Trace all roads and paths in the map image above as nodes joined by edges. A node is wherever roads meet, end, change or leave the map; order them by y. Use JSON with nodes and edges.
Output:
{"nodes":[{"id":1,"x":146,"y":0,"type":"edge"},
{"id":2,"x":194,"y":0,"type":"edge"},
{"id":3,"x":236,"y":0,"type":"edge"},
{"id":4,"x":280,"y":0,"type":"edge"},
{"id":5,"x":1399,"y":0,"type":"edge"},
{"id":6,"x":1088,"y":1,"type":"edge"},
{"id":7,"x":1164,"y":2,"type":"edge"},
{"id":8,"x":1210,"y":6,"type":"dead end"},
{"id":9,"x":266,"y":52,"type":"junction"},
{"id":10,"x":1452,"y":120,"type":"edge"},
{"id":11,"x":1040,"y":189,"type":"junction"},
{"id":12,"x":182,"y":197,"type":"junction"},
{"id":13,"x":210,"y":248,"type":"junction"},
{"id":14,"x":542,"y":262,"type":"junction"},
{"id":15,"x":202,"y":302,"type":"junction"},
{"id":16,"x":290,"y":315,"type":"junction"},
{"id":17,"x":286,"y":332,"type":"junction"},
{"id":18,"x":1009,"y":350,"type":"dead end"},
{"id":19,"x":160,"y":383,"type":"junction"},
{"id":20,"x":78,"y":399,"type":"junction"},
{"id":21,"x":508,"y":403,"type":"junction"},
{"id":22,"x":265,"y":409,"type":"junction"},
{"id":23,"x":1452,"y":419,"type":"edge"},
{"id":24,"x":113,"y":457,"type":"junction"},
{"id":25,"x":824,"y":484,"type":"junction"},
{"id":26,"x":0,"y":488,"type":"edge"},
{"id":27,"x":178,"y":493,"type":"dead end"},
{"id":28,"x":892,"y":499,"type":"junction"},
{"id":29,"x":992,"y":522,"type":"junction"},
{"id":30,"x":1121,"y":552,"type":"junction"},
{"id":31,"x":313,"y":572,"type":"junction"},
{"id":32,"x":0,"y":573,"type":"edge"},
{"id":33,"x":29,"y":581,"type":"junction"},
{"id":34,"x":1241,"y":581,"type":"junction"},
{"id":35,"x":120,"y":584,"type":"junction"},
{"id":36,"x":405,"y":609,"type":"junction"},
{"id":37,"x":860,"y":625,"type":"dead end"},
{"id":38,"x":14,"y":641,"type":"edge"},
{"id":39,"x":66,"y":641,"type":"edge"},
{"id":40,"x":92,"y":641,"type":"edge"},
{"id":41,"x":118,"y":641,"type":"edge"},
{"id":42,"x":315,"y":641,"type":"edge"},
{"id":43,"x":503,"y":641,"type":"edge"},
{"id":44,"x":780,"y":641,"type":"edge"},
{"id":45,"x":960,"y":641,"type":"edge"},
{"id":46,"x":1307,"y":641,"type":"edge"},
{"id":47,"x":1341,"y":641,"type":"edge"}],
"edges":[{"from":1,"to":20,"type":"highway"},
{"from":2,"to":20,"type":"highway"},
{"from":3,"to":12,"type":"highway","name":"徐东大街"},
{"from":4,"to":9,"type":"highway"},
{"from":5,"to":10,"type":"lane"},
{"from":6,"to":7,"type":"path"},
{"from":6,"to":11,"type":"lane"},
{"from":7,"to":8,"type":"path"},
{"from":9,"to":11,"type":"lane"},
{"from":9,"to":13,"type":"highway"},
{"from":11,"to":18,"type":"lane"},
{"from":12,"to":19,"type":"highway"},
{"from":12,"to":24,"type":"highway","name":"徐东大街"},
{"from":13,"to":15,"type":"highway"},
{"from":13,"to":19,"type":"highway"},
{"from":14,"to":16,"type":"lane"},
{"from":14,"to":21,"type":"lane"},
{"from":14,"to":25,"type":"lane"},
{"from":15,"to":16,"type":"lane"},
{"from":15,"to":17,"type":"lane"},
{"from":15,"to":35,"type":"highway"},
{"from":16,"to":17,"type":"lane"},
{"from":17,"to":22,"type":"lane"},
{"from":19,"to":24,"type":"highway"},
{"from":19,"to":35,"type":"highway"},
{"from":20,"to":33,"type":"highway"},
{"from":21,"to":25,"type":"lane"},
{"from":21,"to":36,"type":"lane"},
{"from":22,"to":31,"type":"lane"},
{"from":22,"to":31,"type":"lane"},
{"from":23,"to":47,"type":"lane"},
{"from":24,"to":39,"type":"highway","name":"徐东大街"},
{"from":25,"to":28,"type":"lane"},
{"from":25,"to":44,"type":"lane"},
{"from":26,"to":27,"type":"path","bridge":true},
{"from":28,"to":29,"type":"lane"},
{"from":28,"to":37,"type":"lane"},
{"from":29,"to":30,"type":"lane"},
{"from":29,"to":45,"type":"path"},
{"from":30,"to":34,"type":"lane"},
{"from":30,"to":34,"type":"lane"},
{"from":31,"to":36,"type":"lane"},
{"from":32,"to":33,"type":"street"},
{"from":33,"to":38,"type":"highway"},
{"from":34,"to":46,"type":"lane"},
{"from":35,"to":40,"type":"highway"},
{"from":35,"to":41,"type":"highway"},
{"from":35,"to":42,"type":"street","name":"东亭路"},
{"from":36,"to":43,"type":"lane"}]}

________________________

◆ Task details
Set down the data exactly.

◆ Exercise solution
Trace all roads and paths in the map image above as nodes joined by edges. A node is wherever roads meet, end, change or leave the map; order them by y. Use JSON with nodes and edges.
Output:
{"nodes":[{"id":1,"x":146,"y":0,"type":"edge"},
{"id":2,"x":194,"y":0,"type":"edge"},
{"id":3,"x":236,"y":0,"type":"edge"},
{"id":4,"x":280,"y":0,"type":"edge"},
{"id":5,"x":1399,"y":0,"type":"edge"},
{"id":6,"x":1088,"y":1,"type":"edge"},
{"id":7,"x":1164,"y":2,"type":"edge"},
{"id":8,"x":1210,"y":6,"type":"dead end"},
{"id":9,"x":266,"y":52,"type":"junction"},
{"id":10,"x":1452,"y":120,"type":"edge"},
{"id":11,"x":1040,"y":189,"type":"junction"},
{"id":12,"x":182,"y":197,"type":"junction"},
{"id":13,"x":210,"y":248,"type":"junction"},
{"id":14,"x":542,"y":262,"type":"junction"},
{"id":15,"x":202,"y":302,"type":"junction"},
{"id":16,"x":290,"y":315,"type":"junction"},
{"id":17,"x":286,"y":332,"type":"junction"},
{"id":18,"x":1009,"y":350,"type":"dead end"},
{"id":19,"x":160,"y":383,"type":"junction"},
{"id":20,"x":78,"y":399,"type":"junction"},
{"id":21,"x":508,"y":403,"type":"junction"},
{"id":22,"x":265,"y":409,"type":"junction"},
{"id":23,"x":1452,"y":419,"type":"edge"},
{"id":24,"x":113,"y":457,"type":"junction"},
{"id":25,"x":824,"y":484,"type":"junction"},
{"id":26,"x":0,"y":488,"type":"edge"},
{"id":27,"x":178,"y":493,"type":"dead end"},
{"id":28,"x":892,"y":499,"type":"junction"},
{"id":29,"x":992,"y":522,"type":"junction"},
{"id":30,"x":1121,"y":552,"type":"junction"},
{"id":31,"x":313,"y":572,"type":"junction"},
{"id":32,"x":0,"y":573,"type":"edge"},
{"id":33,"x":29,"y":581,"type":"junction"},
{"id":34,"x":1241,"y":581,"type":"junction"},
{"id":35,"x":120,"y":584,"type":"junction"},
{"id":36,"x":405,"y":609,"type":"junction"},
{"id":37,"x":860,"y":625,"type":"dead end"},
{"id":38,"x":14,"y":641,"type":"edge"},
{"id":39,"x":66,"y":641,"type":"edge"},
{"id":40,"x":92,"y":641,"type":"edge"},
{"id":41,"x":118,"y":641,"type":"edge"},
{"id":42,"x":315,"y":641,"type":"edge"},
{"id":43,"x":503,"y":641,"type":"edge"},
{"id":44,"x":780,"y":641,"type":"edge"},
{"id":45,"x":960,"y":641,"type":"edge"},
{"id":46,"x":1307,"y":641,"type":"edge"},
{"id":47,"x":1341,"y":641,"type":"edge"}],
"edges":[{"from":1,"to":20,"type":"highway"},
{"from":2,"to":20,"type":"highway"},
{"from":3,"to":12,"type":"highway","name":"徐东大街"},
{"from":4,"to":9,"type":"highway"},
{"from":5,"to":10,"type":"lane"},
{"from":6,"to":7,"type":"path"},
{"from":6,"to":11,"type":"lane"},
{"from":7,"to":8,"type":"path"},
{"from":9,"to":11,"type":"lane"},
{"from":9,"to":13,"type":"highway"},
{"from":11,"to":18,"type":"lane"},
{"from":12,"to":19,"type":"highway"},
{"from":12,"to":24,"type":"highway","name":"徐东大街"},
{"from":13,"to":15,"type":"highway"},
{"from":13,"to":19,"type":"highway"},
{"from":14,"to":16,"type":"lane"},
{"from":14,"to":21,"type":"lane"},
{"from":14,"to":25,"type":"lane"},
{"from":15,"to":16,"type":"lane"},
{"from":15,"to":17,"type":"lane"},
{"from":15,"to":35,"type":"highway"},
{"from":16,"to":17,"type":"lane"},
{"from":17,"to":22,"type":"lane"},
{"from":19,"to":24,"type":"highway"},
{"from":19,"to":35,"type":"highway"},
{"from":20,"to":33,"type":"highway"},
{"from":21,"to":25,"type":"lane"},
{"from":21,"to":36,"type":"lane"},
{"from":22,"to":31,"type":"lane"},
{"from":22,"to":31,"type":"lane"},
{"from":23,"to":47,"type":"lane"},
{"from":24,"to":39,"type":"highway","name":"徐东大街"},
{"from":25,"to":28,"type":"lane"},
{"from":25,"to":44,"type":"lane"},
{"from":26,"to":27,"type":"path","bridge":true},
{"from":28,"to":29,"type":"lane"},
{"from":28,"to":37,"type":"lane"},
{"from":29,"to":30,"type":"lane"},
{"from":29,"to":45,"type":"path"},
{"from":30,"to":34,"type":"lane"},
{"from":30,"to":34,"type":"lane"},
{"from":31,"to":36,"type":"lane"},
{"from":32,"to":33,"type":"street"},
{"from":33,"to":38,"type":"highway"},
{"from":34,"to":46,"type":"lane"},
{"from":35,"to":40,"type":"highway"},
{"from":35,"to":41,"type":"highway"},
{"from":35,"to":42,"type":"street","name":"东亭路"},
{"from":36,"to":43,"type":"lane"}]}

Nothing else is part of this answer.